Strona pozwana nie wykazała, że jej działania nie nosiły cech bezprawności tj. że mieściły się w ramach obowiązującego porządku prawnego lub miały na celu ochronę interesu społecznego.

Jakkolwiek obowiązkiem mediów jest informowanie opinii publicznej o istotnych sprawach i dozwolona jest krytyka negatywnych zjawisk w życiu społecznym to jednak nie może ta rola osłabiać ochrony dóbr osobistych. Nie negując argumentacji pozwanej, że celem działalności dziennikarskiej jest m. in. wyszukiwanie nieprawidłowości istniejących w organizacjach pożytku publicznego Sąd wskazał, że opublikowany reportaż zawierał jedynie fragmentaryczny obraz całego zdarzenia.

Dziennikarze odmówili przedstawienia przesłanych im przez powódkę B. C. zdjęć, na których widniały obiekty budowalne z dnia zakupu przez nią przedmiotowej nieruchomości a w materiale filmowym ukazali aktualny stan budynków, które zostały wyremontowane.

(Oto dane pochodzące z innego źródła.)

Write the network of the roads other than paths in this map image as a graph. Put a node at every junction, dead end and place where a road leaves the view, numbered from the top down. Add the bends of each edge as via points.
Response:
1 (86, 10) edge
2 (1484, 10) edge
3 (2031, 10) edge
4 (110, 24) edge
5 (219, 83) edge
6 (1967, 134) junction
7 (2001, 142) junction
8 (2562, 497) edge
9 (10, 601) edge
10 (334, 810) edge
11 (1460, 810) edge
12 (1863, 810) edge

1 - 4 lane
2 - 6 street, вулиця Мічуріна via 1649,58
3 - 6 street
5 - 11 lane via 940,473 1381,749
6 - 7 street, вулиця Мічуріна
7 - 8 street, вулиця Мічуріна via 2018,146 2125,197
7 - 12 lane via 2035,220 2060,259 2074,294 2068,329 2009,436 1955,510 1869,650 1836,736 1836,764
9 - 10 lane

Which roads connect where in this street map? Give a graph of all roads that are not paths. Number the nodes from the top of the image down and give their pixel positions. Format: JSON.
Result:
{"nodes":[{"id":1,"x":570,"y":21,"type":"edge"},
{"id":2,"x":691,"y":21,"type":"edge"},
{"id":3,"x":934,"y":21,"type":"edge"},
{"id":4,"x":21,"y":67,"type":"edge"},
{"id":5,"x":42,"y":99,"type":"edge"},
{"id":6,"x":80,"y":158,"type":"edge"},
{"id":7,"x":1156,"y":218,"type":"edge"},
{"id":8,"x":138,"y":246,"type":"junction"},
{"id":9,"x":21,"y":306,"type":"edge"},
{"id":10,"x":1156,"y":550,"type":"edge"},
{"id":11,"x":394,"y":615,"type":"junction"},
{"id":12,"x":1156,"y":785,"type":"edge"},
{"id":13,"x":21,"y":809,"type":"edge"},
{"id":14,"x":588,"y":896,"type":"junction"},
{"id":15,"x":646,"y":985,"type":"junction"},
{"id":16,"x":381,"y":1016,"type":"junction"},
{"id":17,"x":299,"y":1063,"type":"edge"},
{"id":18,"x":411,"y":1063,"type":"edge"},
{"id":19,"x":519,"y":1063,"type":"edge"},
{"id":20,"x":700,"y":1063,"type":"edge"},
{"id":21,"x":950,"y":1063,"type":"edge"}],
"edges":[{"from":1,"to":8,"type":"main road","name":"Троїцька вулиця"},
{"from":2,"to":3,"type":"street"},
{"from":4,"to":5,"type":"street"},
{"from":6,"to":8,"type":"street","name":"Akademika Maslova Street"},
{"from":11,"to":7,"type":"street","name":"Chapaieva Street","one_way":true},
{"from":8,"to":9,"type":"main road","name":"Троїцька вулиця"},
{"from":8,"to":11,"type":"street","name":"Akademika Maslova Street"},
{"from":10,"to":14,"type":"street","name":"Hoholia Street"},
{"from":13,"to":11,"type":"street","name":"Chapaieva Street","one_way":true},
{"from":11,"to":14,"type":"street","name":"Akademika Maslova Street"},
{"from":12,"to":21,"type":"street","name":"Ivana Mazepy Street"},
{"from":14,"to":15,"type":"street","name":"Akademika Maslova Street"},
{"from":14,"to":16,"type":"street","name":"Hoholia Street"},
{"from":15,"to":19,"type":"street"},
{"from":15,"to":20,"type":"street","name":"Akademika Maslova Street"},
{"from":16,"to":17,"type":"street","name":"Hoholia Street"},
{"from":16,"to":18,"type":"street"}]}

Wywiad z księdzem Z. Z. został zorganizowany w taki sposób, że osoba ta nie była wcześniej uprzedzona – jaka kwestia będzie przedmiotem rozmowy, co uniemożliwiło dyrektorowi (...) odpowiednie przygotowanie się do udzielenia odpowiedzi na zadawane mu przez dziennikarza pytania. W reportażu nie wyjaśniono też, że nieruchomość była obciążona obowiązkiem opieki na grobem, co nie pozostawało bez znaczenia dla jej wartości rynkowej oraz możliwości znalezienia nabywcy, godnego zaufania, który podejmie się realizacji takiego zobowiązania.

Sąd krytycznie ocenił też sposób w jaki dziennikarze pozyskali tzw. „wycenę” przedmiotowej nieruchomości od rzeczoznawcy majątkowego.

Jego wiedza ograniczyła się do zapoznania się z treścią aktu notarialnego z czerwca 2006 r., bez dokonania oględzin działki a świadek T. P. (1) nie dążył do rzetelnego wyjaśnienia wartości tej nieruchomości, koncertując się na tezie, że powódka B. C. jest ostatnią osobą, która powinna kupić rzeczoną działkę.

Postępowanie dziennikarzy (...) Sąd określił jako intencjonalne, zmierzające do dyskredytacji powodów w oczach widzów. Naruszało ono wymogi art. 12 ust. 1 ustawy Prawo prasowe wskutek niezachowania szczególnej staranności i rzetelności przy zbieraniu materiałów prasowych.

Sąd podkreślił, że wolność mediów nie ma absolutnego charakteru a przez emisję spornego programu o bardzo dużym zasięgu naruszenie dóbr osobistych powodów było dla poszkodowanych niezwykle dotkliwe. Nakazując stronie pozwanej złożenie oświadczenia odpowiedniej treści Sąd dokonał skrótu żądanych przeprosin i uznał za uzasadnione opublikowanie ich w tej samej telewizji i o tej samej godzinie, o której nastąpiła emisja kwestionowanej audycji.

Ponadto uwzględnił roszczenie o nakazanie pozwanej usunięcia przedmiotowego reportażu ze strony internetowej, gdzie jest on nadal dostępny dla nieograniczonej liczby osób i skutkuje ciągłym naruszaniem dóbr osobistych powodów oraz zmieszczenie tam również wskazanych wyżej przeprosin, w formie jednego oświadczenia.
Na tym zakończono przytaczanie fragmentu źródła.